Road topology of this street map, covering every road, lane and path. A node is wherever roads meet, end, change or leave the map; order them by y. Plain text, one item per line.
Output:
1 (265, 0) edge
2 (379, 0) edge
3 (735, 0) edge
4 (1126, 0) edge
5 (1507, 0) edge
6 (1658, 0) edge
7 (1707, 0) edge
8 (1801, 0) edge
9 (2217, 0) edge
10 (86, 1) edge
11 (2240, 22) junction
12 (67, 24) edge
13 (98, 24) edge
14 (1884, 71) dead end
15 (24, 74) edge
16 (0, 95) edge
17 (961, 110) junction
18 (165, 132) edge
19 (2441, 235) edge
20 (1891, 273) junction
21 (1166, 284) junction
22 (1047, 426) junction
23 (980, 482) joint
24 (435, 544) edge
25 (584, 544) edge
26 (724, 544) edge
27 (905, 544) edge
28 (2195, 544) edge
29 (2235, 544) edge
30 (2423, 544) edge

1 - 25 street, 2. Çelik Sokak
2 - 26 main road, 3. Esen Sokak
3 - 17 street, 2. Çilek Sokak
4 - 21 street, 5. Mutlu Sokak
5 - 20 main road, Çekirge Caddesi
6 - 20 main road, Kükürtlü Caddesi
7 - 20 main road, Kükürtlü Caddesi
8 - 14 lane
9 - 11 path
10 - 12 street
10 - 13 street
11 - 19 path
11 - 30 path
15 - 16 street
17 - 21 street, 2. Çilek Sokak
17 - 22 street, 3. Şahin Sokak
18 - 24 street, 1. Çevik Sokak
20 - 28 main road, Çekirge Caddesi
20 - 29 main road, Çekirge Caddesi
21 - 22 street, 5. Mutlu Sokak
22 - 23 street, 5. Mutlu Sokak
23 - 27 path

What to do – Word for word, return the entire listing above.

The completed task –
Road topology of this street map, covering every road, lane and path. A node is wherever roads meet, end, change or leave the map; order them by y. Plain text, one item per line.
Output:
1 (265, 0) edge
2 (379, 0) edge
3 (735, 0) edge
4 (1126, 0) edge
5 (1507, 0) edge
6 (1658, 0) edge
7 (1707, 0) edge
8 (1801, 0) edge
9 (2217, 0) edge
10 (86, 1) edge
11 (2240, 22) junction
12 (67, 24) edge
13 (98, 24) edge
14 (1884, 71) dead end
15 (24, 74) edge
16 (0, 95) edge
17 (961, 110) junction
18 (165, 132) edge
19 (2441, 235) edge
20 (1891, 273) junction
21 (1166, 284) junction
22 (1047, 426) junction
23 (980, 482) joint
24 (435, 544) edge
25 (584, 544) edge
26 (724, 544) edge
27 (905, 544) edge
28 (2195, 544) edge
29 (2235, 544) edge
30 (2423, 544) edge

1 - 25 street, 2. Çelik Sokak
2 - 26 main road, 3. Esen Sokak
3 - 17 street, 2. Çilek Sokak
4 - 21 street, 5. Mutlu Sokak
5 - 20 main road, Çekirge Caddesi
6 - 20 main road, Kükürtlü Caddesi
7 - 20 main road, Kükürtlü Caddesi
8 - 14 lane
9 - 11 path
10 - 12 street
10 - 13 street
11 - 19 path
11 - 30 path
15 - 16 street
17 - 21 street, 2. Çilek Sokak
17 - 22 street, 3. Şahin Sokak
18 - 24 street, 1. Çevik Sokak
20 - 28 main road, Çekirge Caddesi
20 - 29 main road, Çekirge Caddesi
21 - 22 street, 5. Mutlu Sokak
22 - 23 street, 5. Mutlu Sokak
23 - 27 path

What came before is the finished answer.